The story centers around a little girl named, you guessed it, Coraline, not Caroline. She's a lonely, quirky little girl with somewhat of a bad attitude. Sure, she only wants more attention from her parents, but she isn't very understanding when if comes to their work, or anything else for that matter. They have just moved into an apartment which appeared to be sectioned off from an old mansion. Their neighbors are an interesting lot, consisting of an old gymnast/magician with ridiculous flexibility, two overweight, elderly drama queens, and a weird little boy, about Coraline's age, named Wybie who lives in a house nearby. Wybie's grandmother owns the place, however, she's forbidden him from entering the mansion, and is pretty mysterious as to her reasons why. The tale that unfolds during the next 100 minutes contains an alternate universe, trapped ghost children, a mouse circus, and many other crazy, inventive scenarios that have earned it legitimate comparisons to the classic children's tale, Alice in Wonderland.
One of the most important aspects of an animated movie is the visual effects and Coraline doesn't disappoint. The stop-motion animation is fabulously executed, some of the best I've seen, and I have never seen 3-D like this before. Usually 3-D leaves me feeling less than impressed, even downright nauseous, but Coraline is crisp and beautiful, undoubtedly due in part to the Rave's new Texas Instruments projectors. I never felt that the 3-D was gimmicky or overdone; it simply enhanced the movie going experience as it was meant to do, and was easily worth the extra two bucks per ticket.

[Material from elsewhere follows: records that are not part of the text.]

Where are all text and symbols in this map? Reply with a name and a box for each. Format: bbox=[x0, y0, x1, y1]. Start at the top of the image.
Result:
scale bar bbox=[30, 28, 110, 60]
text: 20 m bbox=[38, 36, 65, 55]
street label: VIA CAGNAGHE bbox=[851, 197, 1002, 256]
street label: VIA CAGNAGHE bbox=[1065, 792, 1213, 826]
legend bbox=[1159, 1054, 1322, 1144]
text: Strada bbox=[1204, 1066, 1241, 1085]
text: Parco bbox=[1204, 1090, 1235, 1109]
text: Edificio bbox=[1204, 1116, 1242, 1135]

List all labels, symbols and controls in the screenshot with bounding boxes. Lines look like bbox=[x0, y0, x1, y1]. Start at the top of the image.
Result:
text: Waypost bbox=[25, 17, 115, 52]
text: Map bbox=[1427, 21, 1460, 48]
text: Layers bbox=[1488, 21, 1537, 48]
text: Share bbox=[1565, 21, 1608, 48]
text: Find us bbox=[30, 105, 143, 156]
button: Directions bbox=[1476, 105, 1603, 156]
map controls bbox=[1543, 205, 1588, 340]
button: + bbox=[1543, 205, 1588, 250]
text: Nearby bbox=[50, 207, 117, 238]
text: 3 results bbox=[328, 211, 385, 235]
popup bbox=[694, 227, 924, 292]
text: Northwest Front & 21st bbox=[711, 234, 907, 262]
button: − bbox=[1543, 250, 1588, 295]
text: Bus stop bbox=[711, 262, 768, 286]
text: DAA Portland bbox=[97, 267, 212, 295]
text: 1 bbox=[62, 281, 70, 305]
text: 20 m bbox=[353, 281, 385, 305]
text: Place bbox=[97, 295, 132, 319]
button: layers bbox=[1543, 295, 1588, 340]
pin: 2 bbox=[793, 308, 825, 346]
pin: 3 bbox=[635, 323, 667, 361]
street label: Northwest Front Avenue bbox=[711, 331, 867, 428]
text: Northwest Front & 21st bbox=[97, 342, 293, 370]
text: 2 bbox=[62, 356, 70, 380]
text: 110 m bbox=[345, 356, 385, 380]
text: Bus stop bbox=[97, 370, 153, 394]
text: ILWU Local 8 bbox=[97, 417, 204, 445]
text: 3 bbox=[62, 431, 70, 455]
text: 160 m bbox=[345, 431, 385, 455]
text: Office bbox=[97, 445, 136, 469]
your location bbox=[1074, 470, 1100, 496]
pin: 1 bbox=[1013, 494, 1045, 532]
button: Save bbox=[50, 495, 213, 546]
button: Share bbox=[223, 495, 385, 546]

I feel very comfortable recommending Coraline to anyone who loves animated movies or the zany, Tim Burton style films with a well balanced mix of humor and horror. However, for the full affect I strongly encourage you to watch it in digital 3-D. Unfortunately, it is probably late in its theatrical run, so hurry! If I had to make a guess right now, I'd agree with Jack Black and say that the smart money is always on Pixar, who is releasing Up this year, but I think Coraline will be in the running come Oscar season.